Князь хлебнул горячего чая с ромом, долил рома, хлебнул ещё, ещё долил и потянулся.
– Хор-рошо-о!.. – сказал он и замолчал, щуря на солнце веки в белёсых ресницах.
– Ну, дальше?.. Ты мне всё ещё главного-то и не сказал.
– Я тебе по совести ничего пока не сказал. Да вот что… А ты записывай… Я вот думаю, что вот таким, как я, князьям, дворянам, лодырям барским, очень невредно, чтобы иногда фельдфебель мужицким кулаком и… в морду, в личико барское!.. Дурь вышибить! Для протрезвления чувств. А крепок твой ром! И душистый! Теперь взводному на глаза не попадайся. А то услышит… Беда!.. Допытываться станет… Где достал? Не поверит, что у офицера-товарища. А я не откупаюсь… Да и нет у меня чем откупиться. Я ничего не имею… Мне, как из Кишинёва выступали, Елизавета Николаевна три рубля прислала – а это три месяца тому назад. Вот и живи, как в песне солдатской поётся: «И на шило, и на мыло, чтобы в баню сходить было…» Положеньице!.. Видишь, с жиру мы, князья, бояре, бесимся. Умны очень становимся. Вот и нужна нам острастка. Иван Грозный какой-нибудь или Пётр Великий – ох, как они это понимали! А как пошло расслабление власти, как пошли императрицы мудрить да с Вольтерами-богоотступниками переписываться, с Дидеротами знаться, как появилась вольность дворянства [166]– ну, понимаешь, дисциплина понадобилась… Надо, чтобы кто-нибудь тебя по-настоящему поучил. А то сами пошли искать света – кто в масоны, кто куда, ну а я – в стрелки… На войну… Навстречу курносой, безглазой… Под её жестокую косу.
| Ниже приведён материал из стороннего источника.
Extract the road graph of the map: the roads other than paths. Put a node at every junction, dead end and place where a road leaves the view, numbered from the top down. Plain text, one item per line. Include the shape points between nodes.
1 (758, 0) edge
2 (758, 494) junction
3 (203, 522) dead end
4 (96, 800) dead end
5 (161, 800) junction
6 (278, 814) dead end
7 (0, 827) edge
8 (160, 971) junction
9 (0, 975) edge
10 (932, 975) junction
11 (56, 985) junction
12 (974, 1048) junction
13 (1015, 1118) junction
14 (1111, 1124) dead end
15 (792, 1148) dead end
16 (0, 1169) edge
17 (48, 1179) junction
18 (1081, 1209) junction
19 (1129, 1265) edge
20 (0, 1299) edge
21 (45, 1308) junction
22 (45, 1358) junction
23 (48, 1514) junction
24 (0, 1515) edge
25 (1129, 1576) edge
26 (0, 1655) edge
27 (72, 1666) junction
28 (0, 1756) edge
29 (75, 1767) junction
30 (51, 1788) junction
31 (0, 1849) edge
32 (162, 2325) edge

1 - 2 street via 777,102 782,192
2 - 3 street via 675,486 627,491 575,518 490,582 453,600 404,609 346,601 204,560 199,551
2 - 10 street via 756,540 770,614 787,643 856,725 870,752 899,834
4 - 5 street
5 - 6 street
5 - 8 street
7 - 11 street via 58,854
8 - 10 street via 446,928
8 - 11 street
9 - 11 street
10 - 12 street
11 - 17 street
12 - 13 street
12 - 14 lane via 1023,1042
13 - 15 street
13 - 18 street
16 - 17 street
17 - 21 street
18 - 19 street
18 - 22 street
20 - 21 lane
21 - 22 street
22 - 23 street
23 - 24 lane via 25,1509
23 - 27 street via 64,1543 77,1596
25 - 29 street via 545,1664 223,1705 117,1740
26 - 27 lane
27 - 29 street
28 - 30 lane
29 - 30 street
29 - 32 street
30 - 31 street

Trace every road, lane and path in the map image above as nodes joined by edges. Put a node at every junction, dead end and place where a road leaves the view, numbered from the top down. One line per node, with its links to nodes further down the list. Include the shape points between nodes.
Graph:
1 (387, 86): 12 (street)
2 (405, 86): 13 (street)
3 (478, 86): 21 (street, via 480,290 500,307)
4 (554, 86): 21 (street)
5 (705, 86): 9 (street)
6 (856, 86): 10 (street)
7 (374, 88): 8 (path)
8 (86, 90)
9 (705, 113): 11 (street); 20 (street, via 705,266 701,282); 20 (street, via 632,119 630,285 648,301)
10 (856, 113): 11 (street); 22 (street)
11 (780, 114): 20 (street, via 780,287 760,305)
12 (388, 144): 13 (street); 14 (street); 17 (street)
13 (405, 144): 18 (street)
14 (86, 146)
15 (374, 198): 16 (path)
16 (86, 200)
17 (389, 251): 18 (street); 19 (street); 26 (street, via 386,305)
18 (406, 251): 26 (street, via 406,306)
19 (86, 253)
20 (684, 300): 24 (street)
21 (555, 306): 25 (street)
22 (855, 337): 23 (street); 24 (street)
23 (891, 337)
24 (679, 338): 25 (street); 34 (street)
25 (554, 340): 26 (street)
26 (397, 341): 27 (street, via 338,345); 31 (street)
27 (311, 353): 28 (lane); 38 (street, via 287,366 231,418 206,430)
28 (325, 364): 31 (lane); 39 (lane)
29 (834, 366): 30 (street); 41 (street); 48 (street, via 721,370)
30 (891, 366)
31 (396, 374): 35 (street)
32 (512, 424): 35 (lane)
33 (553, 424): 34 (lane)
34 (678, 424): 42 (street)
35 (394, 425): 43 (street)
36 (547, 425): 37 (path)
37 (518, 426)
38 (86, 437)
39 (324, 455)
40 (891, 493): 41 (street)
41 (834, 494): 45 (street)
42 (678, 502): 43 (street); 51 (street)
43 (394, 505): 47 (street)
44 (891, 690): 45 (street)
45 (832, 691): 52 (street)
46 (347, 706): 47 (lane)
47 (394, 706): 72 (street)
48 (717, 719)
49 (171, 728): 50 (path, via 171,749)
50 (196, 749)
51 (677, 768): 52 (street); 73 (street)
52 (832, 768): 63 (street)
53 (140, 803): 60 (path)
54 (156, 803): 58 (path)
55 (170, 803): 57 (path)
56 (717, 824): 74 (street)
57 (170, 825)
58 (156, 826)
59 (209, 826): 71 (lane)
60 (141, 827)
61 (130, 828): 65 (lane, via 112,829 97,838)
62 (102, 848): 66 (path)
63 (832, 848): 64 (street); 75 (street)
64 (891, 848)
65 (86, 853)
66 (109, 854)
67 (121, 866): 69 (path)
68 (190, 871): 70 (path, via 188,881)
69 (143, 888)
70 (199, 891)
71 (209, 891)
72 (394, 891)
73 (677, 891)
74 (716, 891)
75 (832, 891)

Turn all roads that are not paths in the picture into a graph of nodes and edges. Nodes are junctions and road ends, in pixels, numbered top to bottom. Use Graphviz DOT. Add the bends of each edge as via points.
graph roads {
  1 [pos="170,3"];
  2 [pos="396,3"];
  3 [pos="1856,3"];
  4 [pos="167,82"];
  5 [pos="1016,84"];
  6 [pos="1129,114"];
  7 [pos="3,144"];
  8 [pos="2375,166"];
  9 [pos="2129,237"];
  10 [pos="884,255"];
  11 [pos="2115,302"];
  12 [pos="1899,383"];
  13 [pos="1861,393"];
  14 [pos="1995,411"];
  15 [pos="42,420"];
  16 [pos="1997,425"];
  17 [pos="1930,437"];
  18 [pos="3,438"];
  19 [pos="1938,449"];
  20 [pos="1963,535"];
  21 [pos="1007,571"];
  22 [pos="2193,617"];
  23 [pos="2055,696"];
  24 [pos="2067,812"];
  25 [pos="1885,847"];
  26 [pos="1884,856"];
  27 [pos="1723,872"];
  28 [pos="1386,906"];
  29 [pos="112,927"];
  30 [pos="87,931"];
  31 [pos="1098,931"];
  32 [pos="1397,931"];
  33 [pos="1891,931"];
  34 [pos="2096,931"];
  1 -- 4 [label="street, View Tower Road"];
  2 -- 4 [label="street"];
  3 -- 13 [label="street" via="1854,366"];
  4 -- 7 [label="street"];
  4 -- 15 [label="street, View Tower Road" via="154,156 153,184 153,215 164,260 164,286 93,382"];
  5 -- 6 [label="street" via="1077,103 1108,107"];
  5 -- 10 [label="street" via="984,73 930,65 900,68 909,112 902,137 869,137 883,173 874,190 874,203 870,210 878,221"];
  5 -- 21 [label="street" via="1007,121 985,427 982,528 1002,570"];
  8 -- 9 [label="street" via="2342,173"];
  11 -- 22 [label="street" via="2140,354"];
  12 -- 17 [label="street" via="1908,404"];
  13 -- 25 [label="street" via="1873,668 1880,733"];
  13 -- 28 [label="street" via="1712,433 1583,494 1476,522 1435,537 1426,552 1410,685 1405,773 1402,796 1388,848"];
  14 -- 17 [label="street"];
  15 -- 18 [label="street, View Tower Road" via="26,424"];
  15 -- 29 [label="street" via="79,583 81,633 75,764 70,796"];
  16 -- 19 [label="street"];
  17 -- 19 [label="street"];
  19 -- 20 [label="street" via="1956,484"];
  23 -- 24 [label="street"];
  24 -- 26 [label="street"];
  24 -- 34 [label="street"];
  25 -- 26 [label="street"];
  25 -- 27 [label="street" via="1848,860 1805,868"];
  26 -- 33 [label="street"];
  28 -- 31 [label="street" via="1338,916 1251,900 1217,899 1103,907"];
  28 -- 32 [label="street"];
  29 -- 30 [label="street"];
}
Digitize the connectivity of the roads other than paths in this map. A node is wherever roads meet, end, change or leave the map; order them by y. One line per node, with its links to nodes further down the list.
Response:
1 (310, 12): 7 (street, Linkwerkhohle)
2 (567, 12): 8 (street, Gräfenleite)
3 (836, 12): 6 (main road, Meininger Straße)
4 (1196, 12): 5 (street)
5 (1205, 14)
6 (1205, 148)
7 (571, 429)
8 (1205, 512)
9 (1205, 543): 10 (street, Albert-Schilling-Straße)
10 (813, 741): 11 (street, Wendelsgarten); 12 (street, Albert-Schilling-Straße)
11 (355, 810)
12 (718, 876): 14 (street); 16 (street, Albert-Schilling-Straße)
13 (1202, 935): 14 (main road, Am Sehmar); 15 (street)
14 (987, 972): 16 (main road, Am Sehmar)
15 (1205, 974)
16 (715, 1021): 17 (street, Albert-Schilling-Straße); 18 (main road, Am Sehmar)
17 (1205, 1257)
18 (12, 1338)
Да тут и ещё одно обстоятельство было. Ну, да это потом, когда-нибудь…
– Что ты всё вертишься около одного места? Потом да потом… Не договариваешь чего-то. Проигрался, что ли?.. От долгов бежишь?
– Нет… Я в карты не играю.
– Гадость какая вышла, что бежать пришлось?
– Нет, и этого не было… То есть, если хочешь, конечно, как посмотреть?.. Если хочешь, то и гадость. Во всяком случае, не радость. Видишь, случилось то, о чём я никогда и не думал, что со мною это может случиться. Я полюбил…
– Ты? Чучело!.. Ты, помнится, ещё в корпусе любовь и женщин отрицал… Философа Канта [167]приводил в пример. Мы тогда, прости, – брезгали тобой.
– Я это давно бросил…
– А не секрет, – с дурною и злою усмешкой сказал Афанасий, – кого ты удостоил своей любовью?
– Брось, Афанасий, этот тон… Того князя Болотнева, кем вы брезгали в корпусе, – нет. Нет и того, кого прогнал отец из дому и кто, читая умные книжки, заблудился меж трёх сосен. Есть – с т р е л о к Болотнев. В близком будущем – ефрейтор. А там, гляди – кавалер и… офицер! Таким, как я, кому терять нечего, на войне легко… Главного у меня нет – страха смерти. Мне смерть, по совести, – даже желанна.